Primeiramente, ONGs, sindicatos e associações de defesa do consumidor se apoiam no argumento de que os padrões de sustentabilidade de acordos comerciais europeus ainda não surtem os efeitos desejados e que precisam então ficar ainda mais fortes. Esses grupos partem de experiências recentes para justificar essa posição, como o acordo entre UE e Coreia do Sul.

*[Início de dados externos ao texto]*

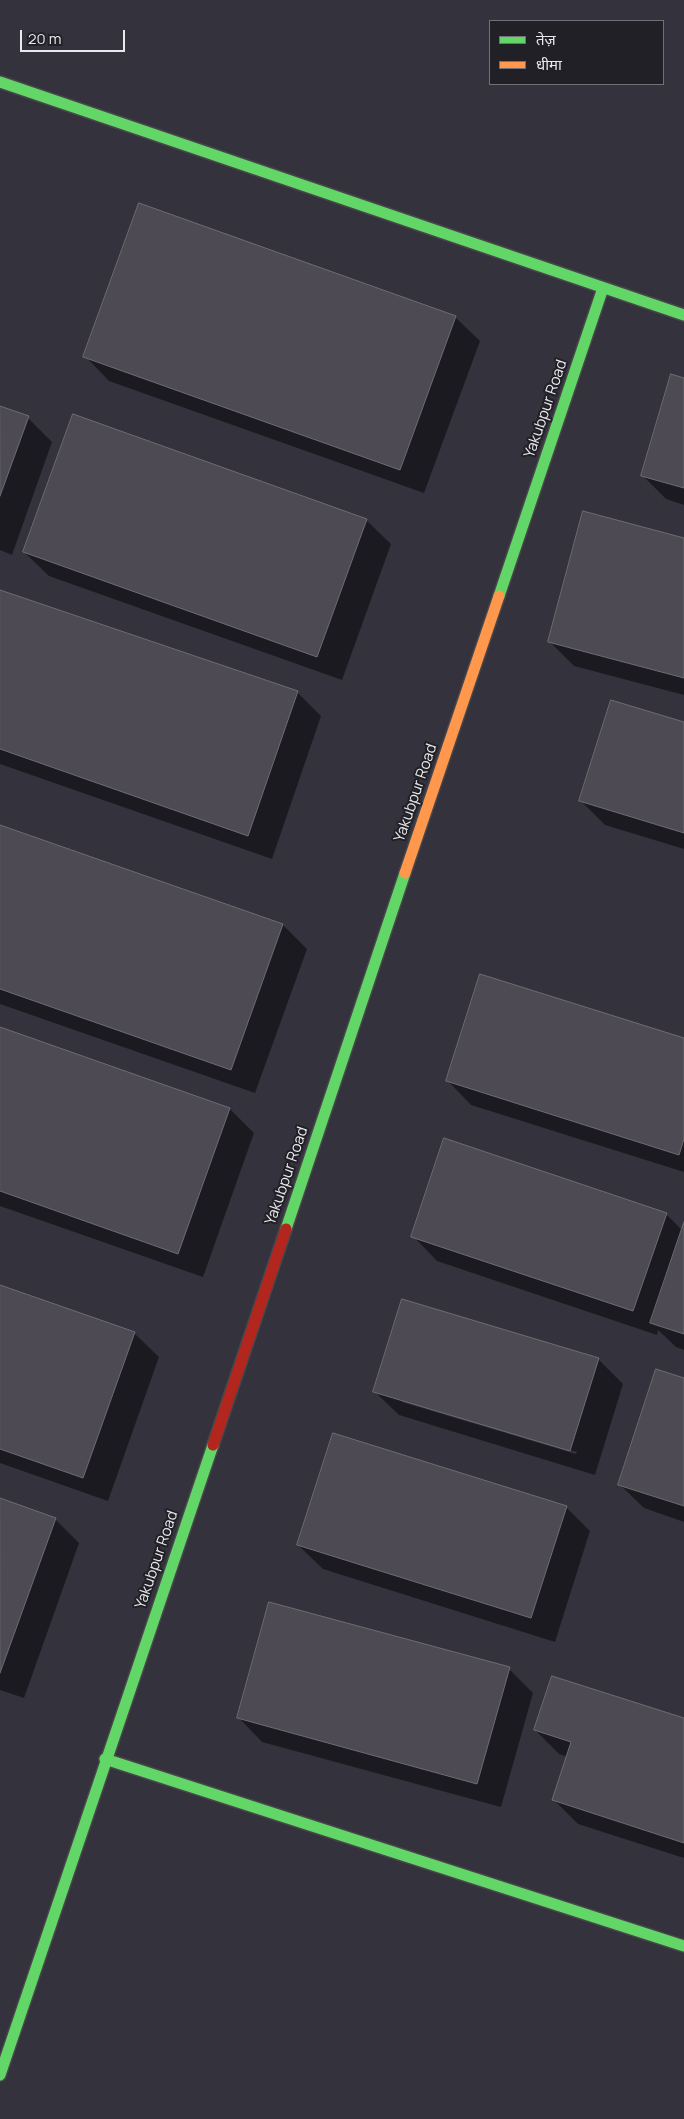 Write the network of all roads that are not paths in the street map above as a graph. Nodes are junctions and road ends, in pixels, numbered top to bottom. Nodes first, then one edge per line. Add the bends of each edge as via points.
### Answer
1 (0, 82) edge
2 (603, 288) junction
3 (684, 315) edge
4 (105, 1760) junction
5 (684, 1946) edge
6 (0, 2075) edge

1 - 2 street
2 - 3 street
2 - 4 street, Yakubpur Road
4 - 5 street
4 - 6 street, Yakubpur Road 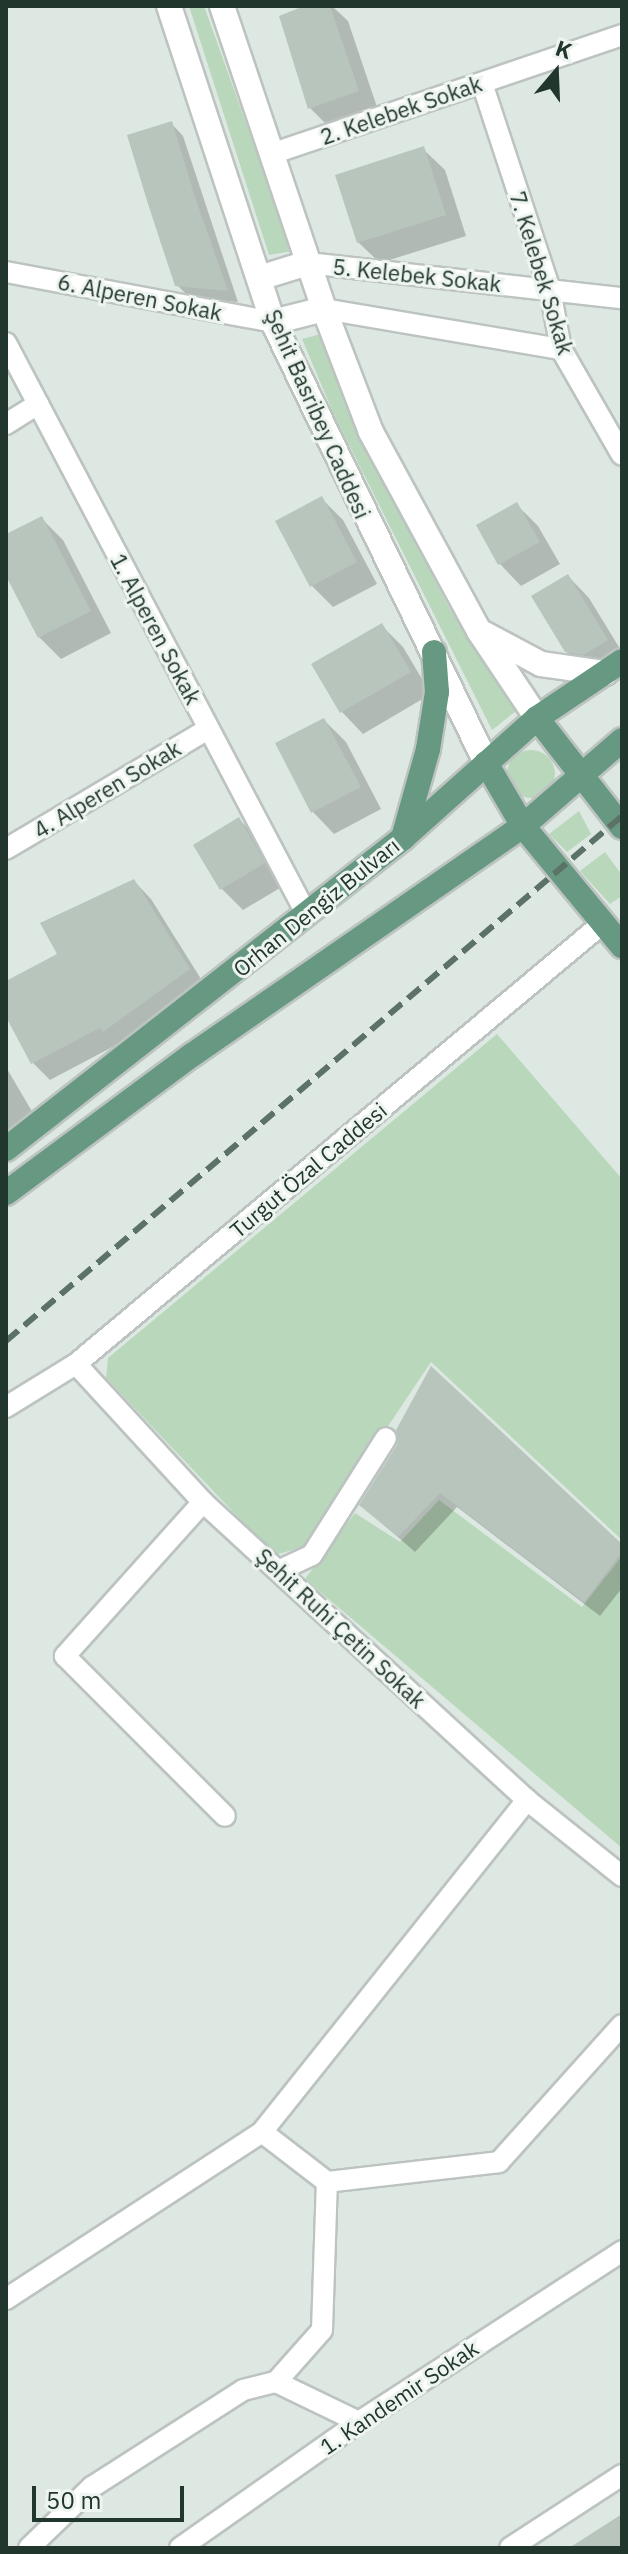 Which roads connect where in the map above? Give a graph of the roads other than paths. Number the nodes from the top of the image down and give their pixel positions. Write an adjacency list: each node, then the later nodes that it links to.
1 (169, 6): 8 (street, Şehit Basribey Caddesi)
2 (222, 6): 5 (street, Şehit Basribey Caddesi)
3 (622, 35): 4 (street, 2. Kelebek Sokak)
4 (482, 83): 5 (street, 2. Kelebek Sokak); 9 (street, 7. Kelebek Sokak)
5 (271, 154): 6 (street, Şehit Basribey Caddesi)
6 (308, 263): 8 (street); 9 (street, 5. Kelebek Sokak); 11 (street, Şehit Basribey Caddesi)
7 (6, 272): 12 (street, 6. Alperen Sokak)
8 (259, 278): 12 (street, Şehit Basribey Caddesi)
9 (550, 290): 10 (street, 5. Kelebek Sokak); 14 (street, 7. Kelebek Sokak)
10 (622, 298)
11 (324, 309): 12 (street); 14 (street); 18 (street, Şehit Basribey Caddesi)
12 (273, 322): 19 (street, Şehit Basribey Caddesi)
13 (6, 343): 15 (street, 1. Alperen Sokak)
14 (561, 349): 17 (street, 7. Kelebek Sokak)
15 (38, 404): 16 (street); 22 (street, 1. Alperen Sokak)
16 (6, 424)
17 (622, 455)
18 (479, 631): 20 (street); 21 (street, Şehit Basribey Caddesi)
19 (434, 652): 24 (street, Şehit Basribey Caddesi); 28 (main road)
20 (613, 667): 21 (main road, Orhan Dengiz Bulvarı)
21 (537, 718): 24 (main road, Orhan Dengiz Bulvarı); 25 (main road)
22 (208, 729): 29 (street, 4. Alperen Sokak); 30 (street, 1. Alperen Sokak)
23 (622, 740): 25 (main road, Orhan Dengiz Bulvarı)
24 (486, 763): 26 (main road); 28 (main road, Orhan Dengiz Bulvarı)
25 (584, 777): 26 (main road, Orhan Dengiz Bulvarı); 27 (main road)
26 (523, 826): 31 (main road); 34 (main road, Orhan Dengiz Bulvarı)
27 (622, 827)
28 (403, 838): 30 (main road, Orhan Dengiz Bulvarı)
29 (6, 849)
30 (307, 915): 33 (main road, Orhan Dengiz Bulvarı)
31 (612, 916): 32 (main road); 35 (street, Turgut Özal Caddesi)
32 (622, 946)
33 (6, 1149)
34 (6, 1193)
35 (76, 1364): 36 (street, Turgut Özal Caddesi); 38 (street, Şehit Ruhi Çetin Sokak)
36 (6, 1407)
37 (386, 1438): 39 (street)
38 (203, 1502): 39 (street, Şehit Ruhi Çetin Sokak); 41 (street)
39 (280, 1570): 40 (street, Şehit Ruhi Çetin Sokak)
40 (527, 1800): 42 (street, Şehit Ruhi Çetin Sokak); 44 (street)
41 (225, 1816)
42 (622, 1876)
43 (622, 2025): 45 (street)
44 (262, 2132): 45 (street); 47 (street)
45 (327, 2182): 48 (street)
46 (622, 2251): 49 (street, 1. Kandemir Sokak)
47 (8, 2295)
48 (276, 2382): 49 (street); 51 (street)
49 (359, 2422): 52 (street, 1. Kandemir Sokak)
50 (622, 2475): 53 (street)
51 (29, 2548)
52 (180, 2548)
53 (510, 2548)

Segundo, com o movimento antiglobalização que se instaurou na Europa, o aumento do rigor de compromissos sustentáveis em acordos de comércio é uma das formas de apaziguar aqueles que são contrários à liberalização comercial. Para além disso, o temor de que o movimento antiglobalização possa levar a um entrave nas negociações comerciais da UE também ajuda a minimizar a oposição a compromissos de sustentabilidade mais fortes.

Terceiro, grupos produtivos europeus, como agricultores, estão cada vez mais sujeitos a regulações mais fortes por parte da União Europeia e querem que essas mesmas regulações ambientais mais rigorosas se apliquem a seus parceiros comerciais como uma forma de “nivelar o jogo”.

Há quem não queira que esses compromissos fiquem mais fortes? E por que é relevante entender esse processo político doméstico da UE?

Para muitas empresas, compromissos rigorosos de desenvolvimento sustentável podem gerar altos custos de ajuste. Isso não significa dizer que essas empresas não têm comprometimento algum com o desenvolvimento sustentável, apenas que elas preferem compromissos voluntários e flexíveis. Por exemplo, a BusinessEurope, uma organização que representa os interesses da indústria da União Europeia, consistentemente se posiciona contra compromissos de desenvolvimento sustentável em acordos comerciais que possam levar a sanções.

Como os compromissos mais fortes nos acordos comerciais da UE podem afetar o Brasil?

Com a divulgação de um documento por parte da Comissão Europeia em junho de 2022 indicando a possibilidade de mudança nos compromissos de desenvolvimento sustentável dos acordos comerciais da UE, o Parlamento Europeu pode exigir que o capítulo de comércio e desenvolvimento sustentável do acordo EU-Mercosul seja renegociado. De um lado, isso pode atrasar ainda mais o acordo como um todo. De outro, é possível e esperado que se gerem incentivos mais críveis para a ação do setor público brasileiro em prol de leis mais rígidas de proteção do meio ambiente, ainda que o conteúdo ou formato dessas iniciativas seja difícil de precisar neste momento. 

Quais as tendências para os compromissos de desenvolvimento sustentável em acordos comerciais?

Há três tendências claras em relação a compromissos de sustentabilidade em acordos de comércio: compromissos mais amplos, mais legalmente vinculantes e com mecanismos de monitoramento que podem levar a sanções comerciais. Em outras palavras, esses acordos tendem a fazer referência a um número cada vez maior de compromissos internacionais (por exemplo, convenções internacionais do clima). Eles tendem a usar uma linguagem cada vez mais rigorosa, exigindo, e não apenas incentivando, o cumprimento às provisões acordadas. Finalmente, um número cada vez maior de acordos condiciona a presença de preferências tarifárias (tarifas menores entre os países que são parte do acordo) ao respeito às provisões de desenvolvimento sustentável.